# Tutorial - F1 data analysis with Atoti

## Introduction
Jupyter notebook created by David Chevrier, Diggers  
Built on ATOTI, ActivePivot Python API library, Community version  
http://diggers-consulting.com  
contact@diggers-consulting.com  

Initial version: April 2020  
Last update: June 2020

Tutorial project with Atoti, analyzing historical Formula1 data to understand the impact of different scoring systems in F1 history on championship results

git-hub
https://github.com/diggers-lab/F1-data-analysis-with-ATOTI

## Dataset
Data from https://ergast.com/mrd/db/#csv or https://www.kaggle.com/draeg82/exploration-of-f1-dataset/data  
F1 data from 1950 to 2019


## Prerequisites
### Installation
Atoti library installed in your jupyter lab environment  
Check the official installation page https://docs.atoti.io/0.4.0/installation.html

### Changes in data files
In files drivers.csv, rename column 'url' to 'driver_url'

## Limitations

This tutorial will demonstrate how to use simulations and scenarios to analyze how different scoring system in F1 history could have changed the championships results.
In F1 history, depending on the scoring systems, the way to determine the World Champion is not always as simple as summing the points scored at each race of the year, based on the position of the driver.
You can check that on this page https://en.wikipedia.org/wiki/List_of_Formula_One_World_Championship_points_scoring_systems, for example: 
- between 1950 and 1900, not all races should be taken into consideration in the calculation, but only the N-best results of the year (ex: 11 best results between 1980 and 1990)
- extra points could be distributed for specific achievements (best lap, double points awarded in the last race of that season in 2014...)
- half points were awarded for races stopped before three-quarter-distance was completed
  
As a simplification here, we will exclude these specific rules.  
It could be the topic of another tutorial, don't hesitate if you want to help! :)  
  
As a result, we will focus on races from 1991 through 2018, excluding 2014 => for this list, the calculation to determine the WC is simply the sum of the points scored by drivers at all venues.
  
  
Reference: variation of points scoring rule in F1 history  
[EN version](https://en.wikipedia.org/wiki/List_of_Formula_One_World_Championship_points_scoring_systems)  
[FR version](https://fr.wikipedia.org/wiki/Classement_des_pilotes_de_Formule_1_par_nombre_de_points#%C3%89volution_de_l'attribution_des_points_au_cours_du_temps)

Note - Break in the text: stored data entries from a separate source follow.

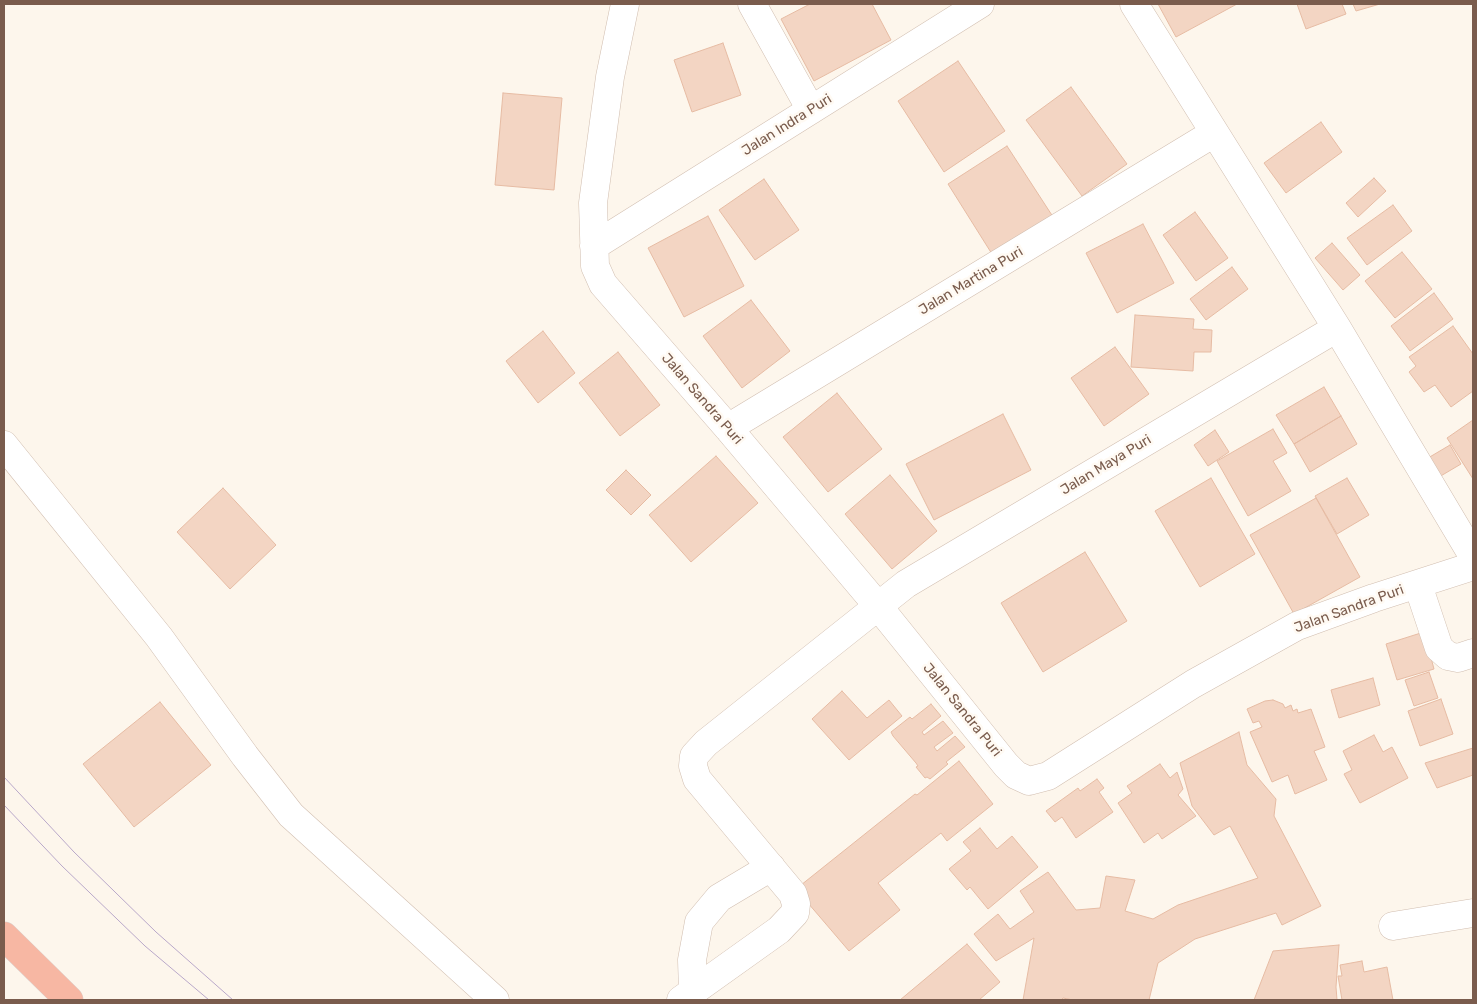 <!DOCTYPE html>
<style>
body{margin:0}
#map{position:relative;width:1477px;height:1004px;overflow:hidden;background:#fdf6ec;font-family:Rubik,sans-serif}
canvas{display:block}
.frame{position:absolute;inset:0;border:5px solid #7a5c4d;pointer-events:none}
</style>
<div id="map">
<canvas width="1477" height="1004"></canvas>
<div class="frame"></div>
</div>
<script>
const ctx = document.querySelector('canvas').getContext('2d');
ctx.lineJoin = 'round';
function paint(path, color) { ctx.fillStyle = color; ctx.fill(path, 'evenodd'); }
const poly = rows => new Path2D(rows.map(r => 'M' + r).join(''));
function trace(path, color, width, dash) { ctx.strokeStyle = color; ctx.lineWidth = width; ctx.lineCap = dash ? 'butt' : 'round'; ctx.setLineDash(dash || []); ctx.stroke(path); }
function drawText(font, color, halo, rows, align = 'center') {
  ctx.font = font + ' Rubik,sans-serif'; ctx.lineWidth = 5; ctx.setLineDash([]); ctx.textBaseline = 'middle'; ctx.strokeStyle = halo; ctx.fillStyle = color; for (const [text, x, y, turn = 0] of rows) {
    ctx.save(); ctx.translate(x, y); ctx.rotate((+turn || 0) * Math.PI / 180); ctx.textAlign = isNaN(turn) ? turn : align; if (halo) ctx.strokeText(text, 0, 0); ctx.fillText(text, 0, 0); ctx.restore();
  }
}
const building = poly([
 [810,4,872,4,891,40,814,81,781,19,810,4],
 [1158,4,1237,4,1176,37,1158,4],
 [1297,4,1342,4,1346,14,1306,29,1297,4],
 [1353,4,1380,4,1356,11,1353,4],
 [723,43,741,95,692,112,674,60,723,43],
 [958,61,1005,131,944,172,898,101,958,61],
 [1071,87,1127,164,1082,196,1026,120,1071,87],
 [503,93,562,98,554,190,495,185,503,93],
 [1321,122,1342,152,1286,193,1264,163,1321,122],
 [1007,146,1057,223,997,262,948,184,1007,146],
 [1374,178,1386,191,1358,217,1346,203,1374,178],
 [764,179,799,230,755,260,719,210,764,179],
 [1393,205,1412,231,1367,265,1347,238,1393,205],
 [1195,212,1228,258,1196,281,1163,235,1195,212],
 [708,216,744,286,684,317,648,248,708,216],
 [1143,224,1174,283,1117,313,1086,253,1143,224],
 [1332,243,1360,275,1343,290,1315,258,1332,243],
 [1402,252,1432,289,1395,318,1365,281,1402,252],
 [1232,267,1248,289,1206,320,1190,299,1232,267],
 [1434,293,1453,319,1410,351,1391,326,1434,293],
 [751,300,790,351,742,388,703,336,751,300],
 [1135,315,1194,319,1193,329,1212,330,1211,352,1194,352,1193,371,1131,367,1135,315],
 [1453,326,1473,354,1473,391,1451,407,1435,385,1424,392,1409,372,1416,366,1409,357,1453,326],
 [543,331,575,373,538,403,506,361,543,331],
 [1115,347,1149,394,1104,426,1071,378,1115,347],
 [618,352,660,405,620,436,579,383,618,352],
 [1324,387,1341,416,1294,444,1276,415,1324,387],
 [837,393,882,449,828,492,783,437,837,393],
 [1003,414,1031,470,934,520,906,464,1003,414],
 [1341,416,1357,444,1310,472,1294,444,1341,416],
 [1473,420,1473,479,1447,438,1473,420],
 [1273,429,1287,453,1273,461,1291,491,1248,516,1217,461,1273,429],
 [1215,430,1229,452,1208,466,1194,445,1215,430],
 [1450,445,1461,464,1439,477,1428,458,1450,445],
 [716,456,758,503,691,562,649,515,716,456],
 [626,470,651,495,631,515,606,490,626,470],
 [890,475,937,531,892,569,845,514,890,475],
 [1211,478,1255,554,1200,587,1155,511,1211,478],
 [1347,478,1369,515,1337,534,1315,496,1347,478],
 [223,488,276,545,230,589,177,532,223,488],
 [1316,498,1360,577,1294,614,1250,535,1316,498],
 [1085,552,1127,621,1043,672,1001,603,1085,552],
 [1424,632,1434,669,1397,680,1386,644,1424,632],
 [1429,672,1438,698,1414,706,1405,680,1429,672],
 [1373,678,1380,705,1339,718,1331,690,1373,678],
 [842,691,867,718,889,700,902,716,849,760,812,719,842,691],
 [1441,699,1453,734,1420,746,1408,711,1441,699],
 [1273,700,1283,704,1285,708,1291,705,1293,711,1297,709,1298,713,1311,709,1325,747,1314,751,1327,780,1295,794,1288,775,1272,782,1250,732,1262,727,1259,721,1253,723,1247,709,1265,701,1273,700],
 [160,702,211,765,134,827,83,764,160,702],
 [931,704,941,716,922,732,924,735,943,721,953,733,934,747,937,751,955,736,965,747,946,762,948,764,930,779,927,777,925,778,916,767,918,766,916,763,893,736,891,732,910,717,912,719,931,704],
 [1239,732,1247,765,1276,799,1274,816,1321,906,1282,925,1276,913,1195,939,1158,963,1149,1000,1073,1000,1063,998,1061,1000,1023,1000,1034,938,996,961,974,934,998,914,1010,929,1034,912,1020,891,1048,872,1076,910,1100,908,1106,876,1135,880,1125,911,1153,919,1178,905,1258,878,1230,826,1214,835,1192,806,1180,763,1239,732],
 [1374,735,1383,752,1392,747,1408,778,1360,803,1344,774,1352,770,1343,751,1374,735],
 [1473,748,1473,775,1437,788,1425,763,1473,748],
 [959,761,993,804,947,841,941,833,878,883,900,910,849,951,796,889,915,794,917,795,959,761],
 [1160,764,1170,778,1177,772,1183,789,1178,795,1196,816,1162,839,1158,833,1144,843,1118,803,1132,793,1127,786,1160,764],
 [1097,779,1104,788,1099,792,1113,812,1076,838,1062,817,1055,822,1046,811,1078,788,1080,791,1097,779],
 [980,828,997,849,1012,836,1038,867,988,909,970,887,967,890,949,869,971,851,963,842,980,828],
 [967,944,1000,982,979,1000,900,1000,967,944],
 [1339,945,1336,987,1337,1000,1254,1000,1273,951,1339,945],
 [1362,961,1364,972,1387,967,1393,1000,1342,1000,1338,976,1342,976,1340,965,1362,961]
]);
const minor = poly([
 [625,4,610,77,593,203,595,266,603,284,728,428,878,606,1006,765,1016,775,1029,781,1048,776,1193,684,1297,626,1374,598,1473,566],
 [752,4,811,110],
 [1134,4,1337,328,1473,556],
 [594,246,980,4],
 [728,428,1214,133],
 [4,445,159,637,245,756,291,815,495,1000],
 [1418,585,1439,648,1448,656,1458,658,1473,653],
 [1393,926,1473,913],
 [693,991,692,960,699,922,719,898,771,867],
 [681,1000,779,930,795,913,796,904,793,894,697,779,693,766,694,756,706,743,906,584,1337,328]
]);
const highway = poly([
 [4,936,69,1000]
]);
const tram = poly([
 [4,777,74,852,156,932,233,1000],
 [4,805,62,866,145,946,209,1000]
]);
const streetNames = [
 ["Jalan Indra Puri",787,125,-32],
 ["Jalan Martina Puri",971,281,-31],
 ["Jalan Sandra Puri",702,399,49],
 ["Jalan Maya Puri",1106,465,-31],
 ["Jalan Sandra Puri",1349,609,-20],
 ["Jalan Sandra Puri",962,710,51]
];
paint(building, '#f3d5c3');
trace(building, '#e6bba3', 1);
trace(minor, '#d1beb0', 29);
trace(highway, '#dad1cd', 29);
trace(minor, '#fff', 28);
trace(highway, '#f7b7a3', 28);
trace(tram, '#b9a8c9', 1);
drawText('14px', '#7a5c4d', '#fffaf3', streetNames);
</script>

## 1. Initialization & creation of the activepivot session

In [None]:
import atoti as tt
import numpy as np
import pandas as pd

session = tt.create_session()

## 2. Creation of Stores

In [None]:
#force driverId to STRING for later usage in simulation
driversTypes = {
    "driverId": tt.types.STRING,
}

#load data in store
sDrivers = session.read_csv("./f1db_csv/drivers.csv", keys=["driverId"], store_name="F1 drivers", types = driversTypes)

In [None]:
#force raceId to STRING for later usage in simulation
racesTypes = {
    "raceId": tt.types.STRING,
}

#load data in store
sRaces = session.read_csv("./f1db_csv/races.csv", keys=['raceId'], store_name="F1 races", types=racesTypes)

In [None]:
#force points to DOUBLE for later usage in simulation
resultsTypes = {
    "points": tt.types.DOUBLE,
    "raceId": tt.types.STRING,
    "driverId": tt.types.STRING,
}

#load data in store
sResults = session.read_csv("./f1db_csv/results.csv", keys=['resultId'], store_name="F1 results", types=resultsTypes)

In [None]:
print('Number of results: ',sResults.shape)

In [None]:
sResults.join(sDrivers,mapping={"driverId":"driverId"})
sResults.join(sRaces, mapping={"raceId": "raceId"})
#sResults.head(joined_columns=True)

In [None]:
#load_all_data necessary otherwise stores are loaded with 10000 lines max
session.load_all_data()

In [None]:
print('Number of results: ',sResults.shape)

## 3. Cube

### Cube for Race results

In [None]:
#load store into multidimensional cube 
f1cube= session.create_cube(sResults,"F1Cube")

In [None]:
l = f1cube.levels
m = f1cube.measures
h = f1cube.hierarchies

In [None]:
session.url

## 4. First data visualization

### dataviz1
A simple data visualization showing a table with the total number of races by driver, sorted by descending 'count' field

In [None]:
f1cube.visualize('Total number of races by driver')

In [None]:
f1cube.visualize('Total number of points by driver / treemap')

## 5 First queries

In this first tutorial, we will focus on the points.SUM measure created by default in the cube.  
You can check the available measures by displaying the object cube.measures.  

In [None]:
m

### query1
A simple query that returns a dataframe with the total number of points aggregated by driver forname,surname

In [None]:
dfq1=f1cube.query(
    m['points.SUM'],
    levels=[l["forename"],l["surname"]]
)
dfq1

### query2
A similar query with the addition of the condition parameters, used as a filter on levels.

In [None]:
dfq2=f1cube.query(
    m['points.SUM'],
    levels=[l["forename"],l["surname"]],
    condition=l["surname"]=="Prost"
)
dfq2
# check data here: https://www.statsf1.com/en/alain-prost.aspx

### query3
Another query returning a datafram aggregating points mesaure by driver and by year.  
You can actually run aggreagations on any dimension of the cube!

In [None]:
dfq3 = f1cube.query(m['points.SUM'],levels=[l["driverRef"],l["year"]])
dfq3

In [None]:
# You can then manipulate your dataframe like any other pandas dataframe, applying filtrer for example
dfq3[dfq3['points.SUM']>0]

In [None]:
# in this case the resulting dataframe is multi-indexed
dfq3.loc["alesi"].loc[1992]['points.SUM']
#check data at https://www.statsf1.com/en/1992.aspx

### dataviz2
Data visualization of the top-5 drivers with the highest total of points in their whole career

In [None]:
f1cube.visualize('TOP-5 drivers with highest total points in career')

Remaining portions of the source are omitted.